On this page, you will:

  • Expand the data pipelines repository with dlt structure
  • Set up the project structure for dlt sources and pipelines
  • Configure development dependencies with uv
  • Build a custom secrets provider for AWS Secrets Manager

Overview

Your data pipelines live in the data-pipelines repository you created in the Orchestration section. Now you'll expand it with dlt sources, pipelines, and utilities alongside the existing Prefect flows. This structure follows the dlt deployment guide recommendation of keeping dlt and Prefect code together.

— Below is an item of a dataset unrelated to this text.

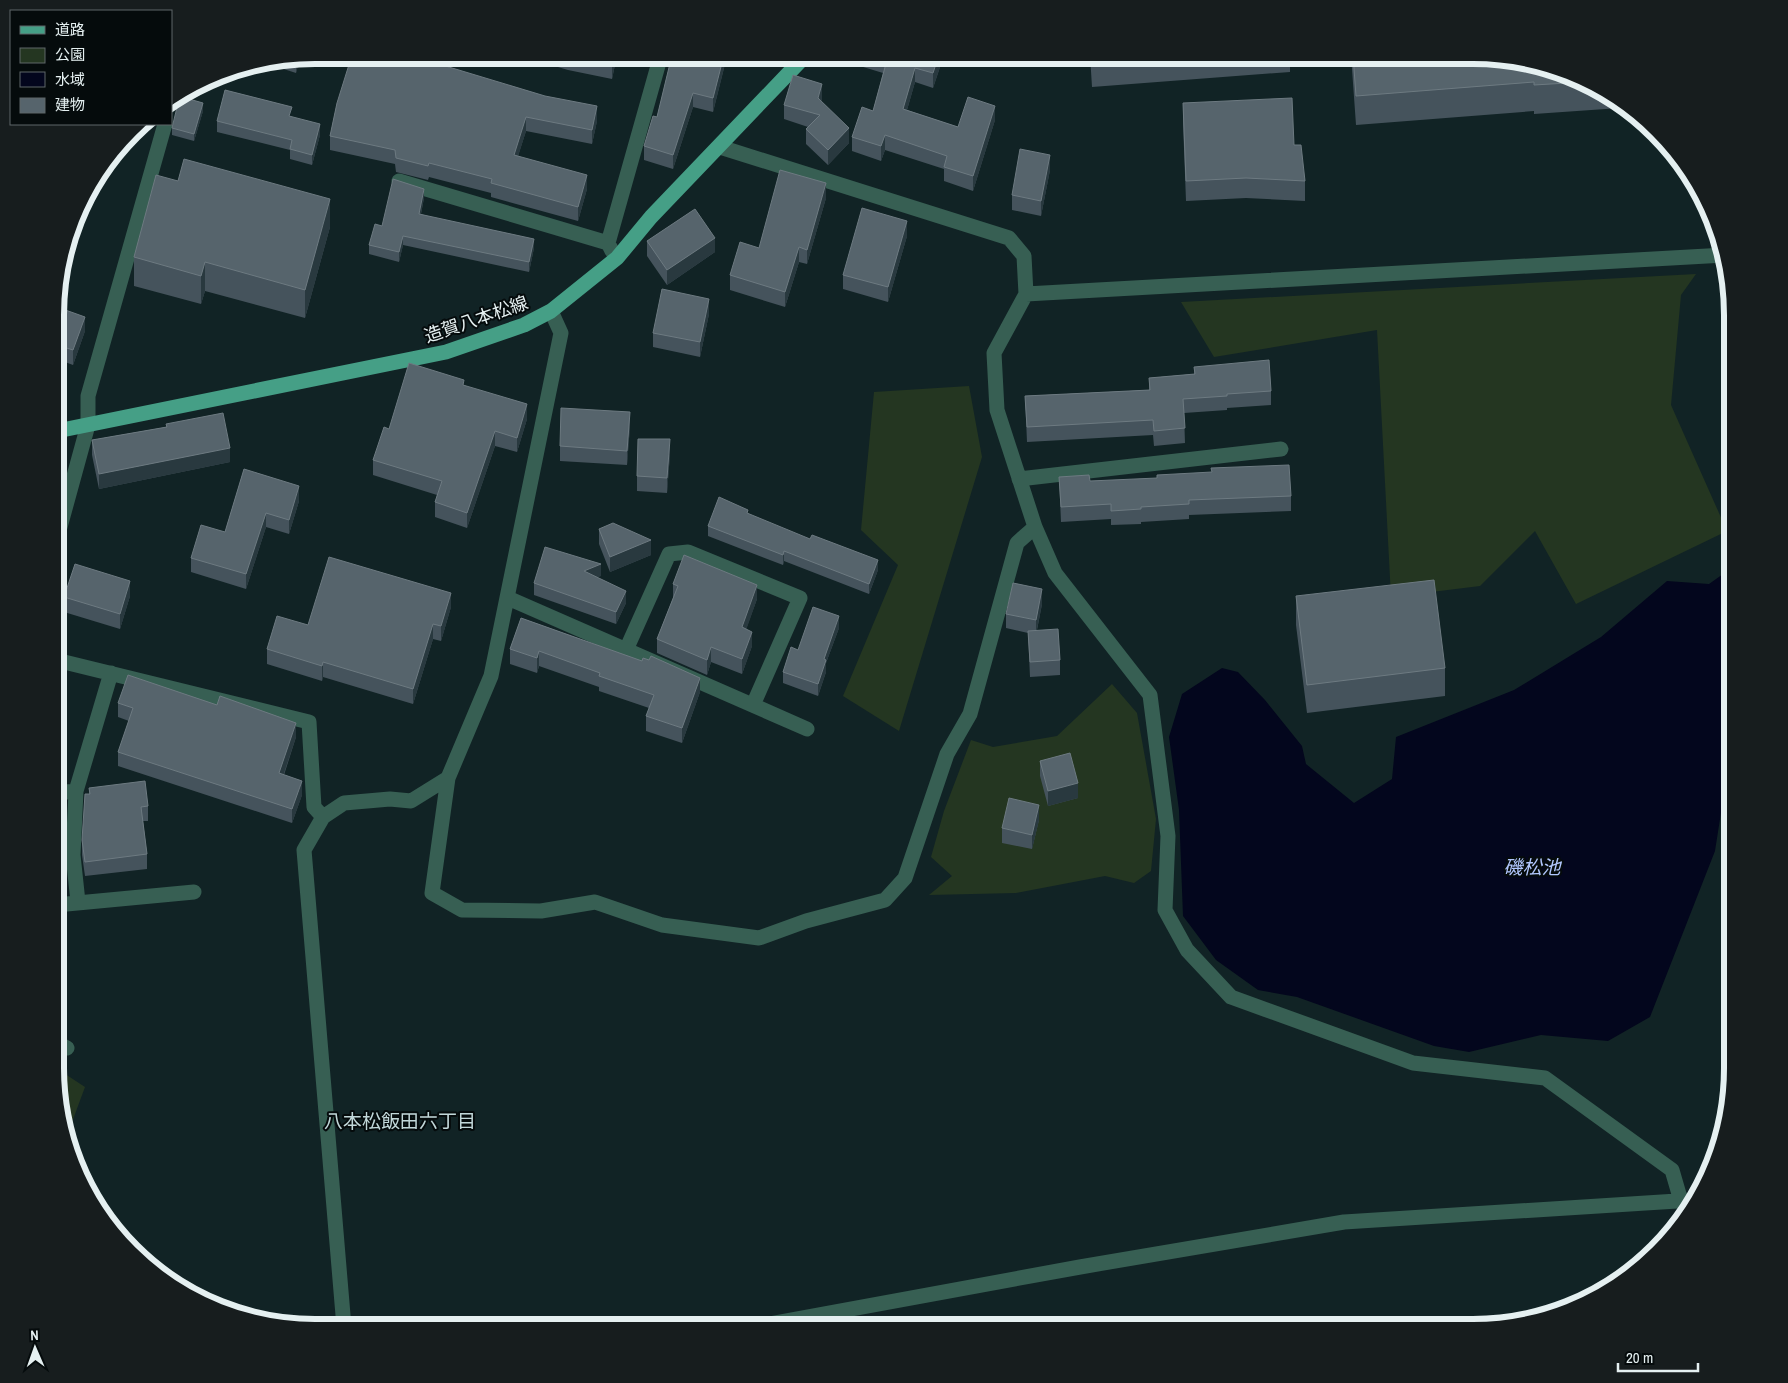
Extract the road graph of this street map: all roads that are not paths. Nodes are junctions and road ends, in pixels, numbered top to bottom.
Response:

┌─────────────────────────────────────────────────────────────────────────────┐
│                     data-pipelines Repository                               │
├─────────────────────────────────────────────────────────────────────────────┤
│                                                                             │
│  sources/                  dlt source definitions                           │
│  ├── exchange_rates/       API extraction logic                             │
│  ├── currencies/           API extraction logic                             │
│  └── products/             Database extraction logic                        │
│                                                                             │
│  pipelines/                dlt pipeline configurations                      │
│  ├── exchange_rates.py     Pipeline: API → S3 → Snowpipe → Snowflake       │
│  ├── currencies.py         Pipeline: API → Snowflake                        │
│  └── products.py           Pipeline: PostgreSQL → Snowflake                 │
│                                                                             │
│  flows/                    Prefect flow definitions                         │
│  ├── exchange_rates.py     Scheduled flow for exchange rates                │
│  ├── currencies.py         Scheduled flow for currencies                    │
│  └── products.py           Scheduled flow for products                      │
│                                                                             │
│  utils/                    Shared utilities                                 │
│  └── vault_provider.py     AWS Secrets Manager provider for dlt             │
│                                                                             │
│  prefect.yaml              Prefect deployment configuration                 │
│  pyproject.toml            Project dependencies (managed by uv)             │
│                                                                             │
└─────────────────────────────────────────────────────────────────────────────┘

Use the Existing Repository

You already created the data-pipelines repository and deployed your first flow in Your First Flow. Navigate to it now:

cd data-pipelines

The repository currently has a basic flows/ directory and prefect.yaml. You'll expand it with dlt sources, pipelines, and utilities.

Project Structure

Create the directory structure:

mkdir -p sources/exchange_rates sources/currencies sources/products
mkdir -p pipelines flows utils
touch sources/__init__.py sources/exchange_rates/__init__.py
touch sources/currencies/__init__.py sources/products/__init__.py
touch pipelines/__init__.py flows/__init__.py utils/__init__.py

Your structure should look like:

data-pipelines/
├── sources/
│   ├── __init__.py
│   ├── exchange_rates/
│   │   ├── __init__.py
│   │   └── source.py
│   ├── currencies/
│   │   ├── __init__.py
│   │   └── source.py
│   └── products/
│       ├── __init__.py
│       └── source.py
├── pipelines/
│   ├── __init__.py
│   ├── exchange_rates.py
│   ├── currencies.py
│   └── products.py
├── flows/
│   ├── __init__.py
│   ├── exchange_rates.py
│   ├── currencies.py
│   └── products.py
├── utils/
│   ├── __init__.py
│   └── vault_provider.py
├── .dlt/
│   ├── config.toml
│   └── secrets.toml.example
├── prefect.yaml
├── pyproject.toml
├── uv.lock
├── .gitignore
└── README.md

Dependencies

This project uses uv for dependency management. If you followed the orchestration section, uv is already installed and a pyproject.toml exists. Add the dlt dependencies:

# dlt with Snowflake and S3 (filesystem) destinations
uv add "dlt[snowflake]" "dlt[filesystem]"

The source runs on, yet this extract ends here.